The UWI’s Vice-Chancellor, Professor Sir Hilary Beckles, called upon the European Parliament to end colonization in the region and honour its debt to the people.
Invited to speak to the parliament (at a virtual international panel on December 2, 2020) during a special discussion on the poverty legacies of colonization, he reminded the audience that Europe’s economic development was funded by a brutal and inhumane system of wealth extraction from the Caribbean, leaving the region impoverished and unable to meet its economic development targets.
Sir Hilary reminded the parliament that the Caribbean remains one of the few colonized regions in the world, and that Europe’s legacy is one of continuing economic exploitation, and the politics and policies of white supremacy.

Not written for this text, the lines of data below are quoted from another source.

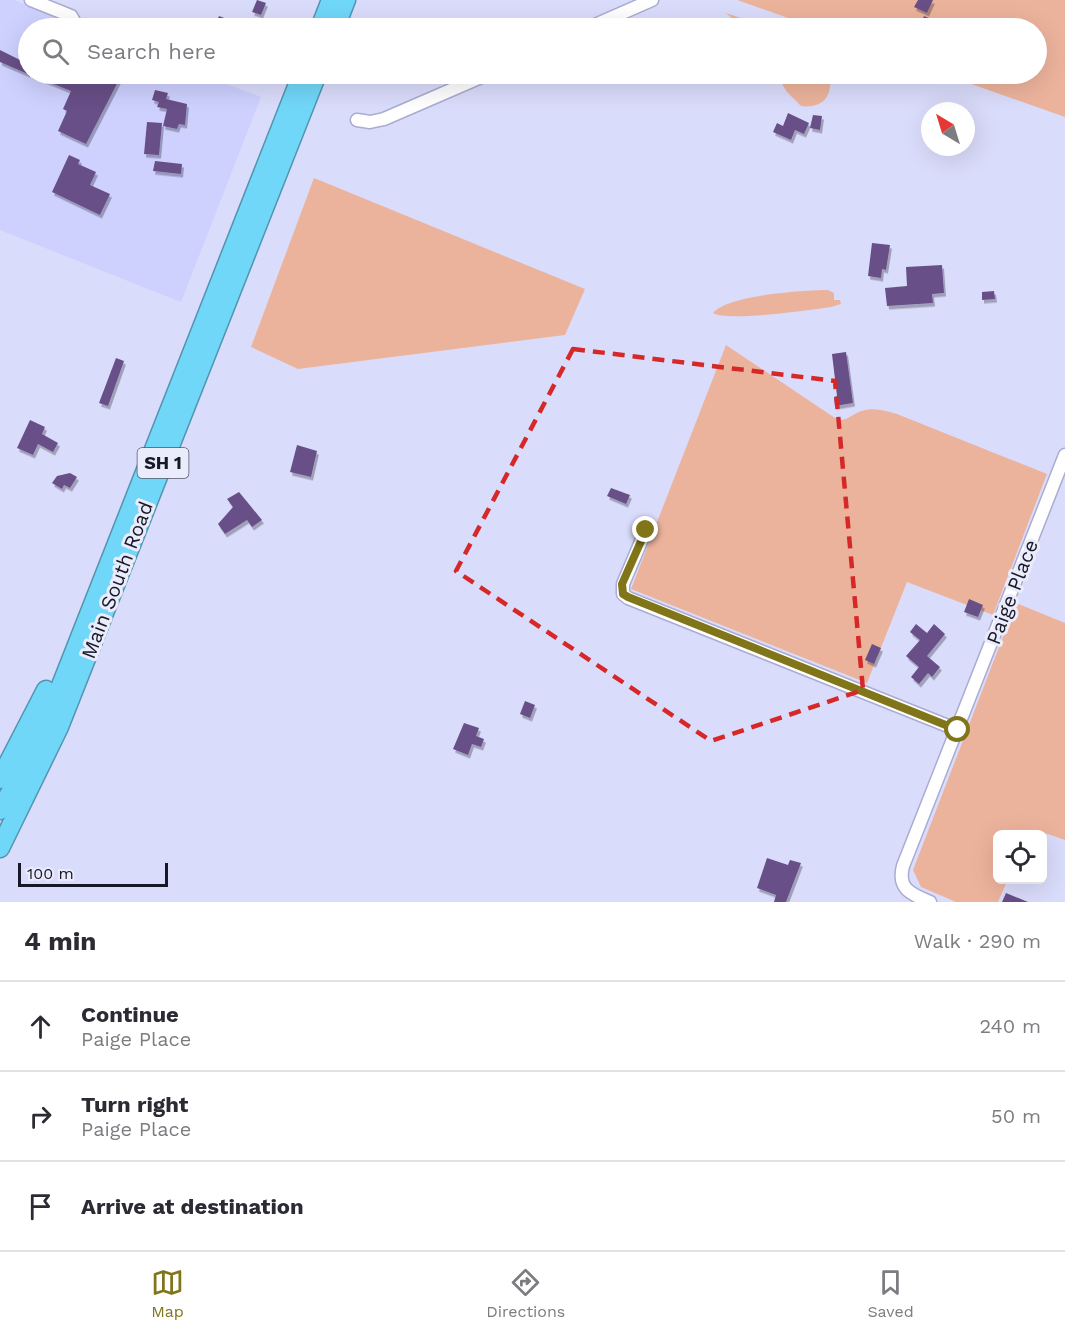 <!DOCTYPE html>
<html lang="en">
<head>
<meta charset="utf-8">
<style>
	:root { --surface:#fff; --page:#f2f2f3; --text:#2b2b33; --muted:#7c7c81; --line:#e1e1e2; --accent:#807518 }
	body { margin:0; font-family:"Work Sans",sans-serif; background:var(--page); color:var(--text) }
	.controls { position:absolute; right:18px; bottom:18px; display:grid; overflow:hidden; border-radius:9px; box-shadow:0 6px 24px #0002 }
	.controls button { width:54px; height:54px; display:grid; place-items:center; padding:0; border:0; border-bottom:2px solid var(--line); background:var(--surface); color:var(--text); font:30px sans-serif }
	.compass { position:absolute; left:921px; top:102px; width:54px; height:54px; border-radius:50%; background:var(--surface); box-shadow:0 6px 24px #0002; rotate:322deg }
	.scale { position:absolute; left:18px; bottom:15px; width:150px; box-sizing:border-box; padding-left:6px; border:3px solid #181926; border-top:0; font-size:16px; line-height:21px; white-space:nowrap; color:#181926; -webkit-text-stroke:4px #eaebfb; paint-order:stroke }
	.stop { position:absolute; width:18px; height:18px; margin:-14px; border:4px solid #807518; border-radius:50%; background:#fff }
	.stop.end { background:#807518; border-color:#fff; box-shadow:0 2px 6px #0008 }
	.list { margin:0; padding:0; list-style:none }
	h2 { display:flex; justify-content:space-between; align-items:center; height:78px; margin:0; padding:0 24px; font-size:26px }
	h2 small { font-size:20px; font-weight:400; color:var(--muted) }
	.list li { display:grid; grid-template-columns:39px 1fr auto; gap:18px; align-items:center; box-sizing:border-box; height:90px; padding:0 24px; border-top:2px solid var(--line) }
	.list b { display:block; font-size:22px; white-space:nowrap }
	.list p { margin:0; font-size:20px; white-space:nowrap; color:var(--muted) }
	.list em { font-size:20px; font-style:normal; color:var(--muted) }
	.icon { flex:none; width:33px; height:33px; fill:none; stroke:currentColor; stroke-width:2; stroke-linecap:round; stroke-linejoin:round }
	.map { position:relative; flex:none; width:1065px; height:902px; overflow:hidden }
	.search { position:absolute; background:var(--surface); box-shadow:0 6px 24px #0002; left:18px; right:18px; top:18px; height:66px; display:flex; align-items:center; gap:15px; box-sizing:border-box; padding:0 21px; border-radius:33px; color:var(--muted); font-size:22px }
	.sheet { height:348px; background:var(--surface) }
	nav { display:flex; justify-content:space-around; align-items:center; box-sizing:border-box; height:84px; border-top:2px solid var(--line); background:var(--surface); font-size:16px; color:var(--muted) }
	nav a { display:grid; justify-items:center; gap:3px }
	nav .on { color:var(--accent) }
	.map>svg:first-child { display:block }
	.built { fill:#ced0fe }
	.green { fill:#ecb39c }
	.building { fill:#675087; filter:url(#shadow) }
	.lines { fill:none; stroke-linecap:round; stroke-linejoin:round }
	.minor-casing { stroke:#aaacd1; stroke-width:15 }
	.highway-casing { stroke:#5294af; stroke-width:21 }
	.minor { stroke:#fff; stroke-width:12 }
	.highway { stroke:#71d7f9; stroke-width:18 }
	.route { stroke:#807518; stroke-width:8 }
	.marked { fill:none; stroke:#d62828; stroke-width:4.5; stroke-dasharray:12 8; stroke-linejoin:round }
	.labels { text-anchor:middle; stroke-width:6; stroke-linejoin:round; paint-order:stroke }
	.shield { fill:#eaebfb; stroke:#575866; stroke-width:1.5 }
	.shield-label { font-size:18px; font-weight:bold; fill:#181926 }
	.street-label { font-size:20px; fill:#181926; stroke:#eaebfb }
</style>
</head>
<body>
<div class="map">
<svg width="1065" height="902" viewBox="0 0 1065 902">
	<defs>
		<filter id="shadow"><feDropShadow dx="2" dy="3.5" stdDeviation="0" flood-color="#0004"/></filter>
	</defs>
	<rect width="100%" height="100%" fill="#dadcfb"/>
	<!-- built -->
	<polygon class="built" points="0,0 14,0 85,28 28,28 28,74 200,74 261,97 181,302 0,230"/>
	<!-- green -->
	<g class="green">
		<polygon points="737,0 1065,0 1065,117 943,74 1036,74 1036,28 817,28"/>
		<polygon points="726,13 770,28 743,28"/>
		<path d="M 776,74 L 829,74 C 834,95 823,109 801,106 L 787,92 Z"/>
		<polygon points="314,178 585,289 565,335 298,369 251,347"/>
		<path d="M 828,290 L 834,293 L 834,300 L 840,300 L 841,304 L 831,307 C 811,310 725,322 713,313 C 727,295 804,290 828,290 Z"/>
		<path d="M 726,345 L 838,420 C 848,421 853,413 862,411 C 874,407 885,411 897,414 L 1047,474 L 993,615 L 907,582 L 867,683 L 631,589 Z"/>
		<polygon points="1016,603 1065,623 1065,840 1039,831 1038,834 998,834 998,880 1022,880 1020,884 1007,881 998,902 956,902 921,887 913,870"/>
	</g>
	<!-- building -->
	<g class="building">
		<polygon points="257,0 266,3 261,15 252,12"/>
		<polygon points="918,0 933,0 927,13 914,7"/>
		<polygon points="219,16 251,28 215,26"/>
		<polygon points="924,16 933,20 929,28 921,24"/>
		<polygon points="0,50 28,64 28,74 0,62"/>
		<polygon points="29,74 59,74 76,81 79,74 122,74 86,144 58,131 67,111 63,109 71,91"/>
		<polygon points="155,90 168,93 166,99 187,104 185,125 179,124 177,129 163,126 167,109 157,107 159,102 152,100"/>
		<polygon points="788,113 809,123 804,134 795,130 791,140 773,132 777,123 783,126"/>
		<polygon points="813,115 822,116 820,130 810,128"/>
		<polygon points="147,122 162,123 159,155 144,154"/>
		<polygon points="69,155 80,160 78,164 96,172 90,185 110,194 100,215 52,192"/>
		<polygon points="155,161 182,164 181,174 153,171"/>
		<polygon points="872,243 890,245 886,270 882,269 881,278 868,276"/>
		<polygon points="942,265 944,293 932,294 933,303 887,306 885,288 907,286 906,267"/>
		<polygon points="994,291 995,299 982,300 982,292"/>
		<polygon points="846,352 853,403 835,406 834,397 837,396 832,354"/>
		<polygon points="116,358 124,361 108,406 99,403"/>
		<polygon points="30,420 45,427 42,434 58,443 53,452 38,444 33,455 17,448"/>
		<polygon points="297,445 317,451 311,477 290,472"/>
		<polygon points="70,473 77,477 70,488 64,485 62,489 52,483 57,476"/>
		<polygon points="611,488 630,495 626,504 607,496"/>
		<polygon points="239,492 262,520 252,527 247,520 225,534 218,524 233,507 227,499"/>
		<polygon points="969,599 983,605 978,617 964,612"/>
		<polygon points="916,624 927,633 934,624 945,634 927,656 940,667 932,677 928,673 919,684 911,677 919,667 906,656 920,640 910,632"/>
		<polygon points="872,644 881,648 874,664 865,660"/>
		<polygon points="525,701 535,705 530,718 520,714"/>
		<polygon points="464,723 479,728 476,736 484,739 481,747 472,744 468,755 453,749"/>
		<polygon points="767,858 788,865 790,860 801,863 786,902 774,902 776,895 757,888"/>
		<polygon points="1006,893 1028,902 1002,902"/>
	</g>
	<g class="lines">
		<!-- minor casing -->
		<g class="minor-casing">
			<g id="minor">
				<polyline points="31,0 71,16 76,25"/>
				<polyline points="588,28 652,0"/>
				<polyline points="357,120 370,122 384,119 488,74"/>
				<polyline points="646,530 623,584 623,594 628,598 958,730"/>
				<path d="M 930,902 C 911,894 897,889 903,866 L 1065,455"/>
			</g>
		</g>
		<!-- highway casing -->
		<g class="highway-casing">
			<g id="highway">
				<polyline points="320,28 331,0"/>
				<polyline points="335,28 346,0"/>
				<polyline points="0,779 46,690"/>
				<polyline points="0,810 17,781 60,688 302,74"/>
				<polyline points="0,848 59,727 317,74"/>
			</g>
		</g>
		<!-- minor -->
		<use href="#minor" class="minor"/>
		<!-- highway -->
		<use href="#highway" class="highway"/>
	</g>
	<g class="lines">
		<!-- route -->
		<polyline class="route" points="646,530 622,584 623,594 628,597 958,730"/>
	</g>
	<!-- marked area -->
	<path class="marked" d="M 573,349 L 835,381 L 863,690 L 711,741 L 456,571 Z"/>
	<g class="labels">
		<!-- shield labels -->
		<rect class="shield" x="137.5" y="448" width="51" height="30" rx="4.5"/>
		<g class="shield-label">
			<text x="163" y="469">SH 1</text>
		</g>
		<!-- street labels -->
		<g class="street-label">
			<text transform="translate(117 580) rotate(-69)" y="7">Main South Road</text>
			<text transform="translate(1012 592) rotate(-69)" y="7">Paige Place</text>
		</g>
	</g>
</svg>
<div class="controls">
<button><svg class="icon" aria-label="locate" viewBox="0 0 24 24"><circle cx="12" cy="12" r="6"/><path d="M12 2v4M12 18v4M2 12h4M18 12h4"/></svg></button>
</div>
<svg class="compass" viewBox="-18 -18 36 36"><path d="M0-13l5 13h-10z" fill="#e53935"/><path d="M0 13l5-13h-10z" fill="#7c7c81"/></svg>
<div class="scale">100 m</div>
<div class="stop" style="left:958px;top:730px"></div>
<div class="stop end" style="left:646px;top:530px"></div>
<div class="search"><svg class="icon" aria-label="search" viewBox="0 0 24 24"><circle cx="10" cy="10" r="6"/><path d="M15 15l6 6"/></svg>Search here</div>
</div>
<section class="sheet">
<h2>4 min<small>Walk · 290 m</small></h2>
<ul class="list">
<li><svg class="icon" aria-label="ahead" viewBox="0 0 24 24"><path d="M12 20V5M6 11l6-6 6 6"/></svg><div><b>Continue</b><p>Paige Place</p></div><em>240 m</em></li>
<li><svg class="icon" aria-label="right" viewBox="0 0 24 24"><path d="M7 20v-9h11M14 6l5 5-5 5"/></svg><div><b>Turn right</b><p>Paige Place</p></div><em>50 m</em></li>
<li><svg class="icon" aria-label="arrive" viewBox="0 0 24 24"><path d="M6 21V4h12l-3 4 3 4H6"/></svg><div><b>Arrive at destination</b></div></li>
</ul>
</section>
<nav>
<a class="on"><svg class="icon" aria-label="map" viewBox="0 0 24 24"><path d="M3 6l6-2 6 2 6-2v14l-6 2-6-2-6 2zM9 4v14M15 6v14"/></svg>Map</a>
<a><svg class="icon" aria-label="directions" viewBox="0 0 24 24"><path d="M12 3l9 9-9 9-9-9zM9 14v-3h6M13 9l2 2-2 2"/></svg>Directions</a>
<a><svg class="icon" aria-label="saved" viewBox="0 0 24 24"><path d="M7 4h10v16l-5-4-5 4z"/></svg>Saved</a>
</nav>
</body>
</html>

The Caribbean, he said, since pushing for its independence, has taken full responsibility for its future, but he noted that the responsibility and accountability relationship is a two-way process.
Europe, he stated, walked away from its obligations after committing heinous crimes against humanity in the region, stripping it of its natural resources, and enslaving its people.
Left behind as the primary legacy is the horrendous social and economic mess that Europe has refused to clean up with a development plan, but the Caribbean has a right to economic fairness and justice.
Europe’s insistence on giving aid instead of economic development funding is reflective of an obsolete mentality that has no honourable place in the 21st century. It drives, for example, the impulse to blacklist the region’s financial sector, and to be unsupportive of economic diversification strategies.
“This is a top moral priority issue in the international order,” Professor Beckles said, noting that the world is aware of the extent to which Europe plundered the Caribbean to fund its growth and development, while the region is forced to fund its own economic development with debt. Europe, he insisted, owes the West Indies an enormous debt which can be addressed by a “Marshall Plan” similar to what it offered the East Indies with the “Colombo Plan” between 1950 and 2000.
Reparatory justice, he told the gathering, is about economic development partnership and support. He congratulated the parliament for recognizing that ‘repairing this legacy’ is an idea whose time has come.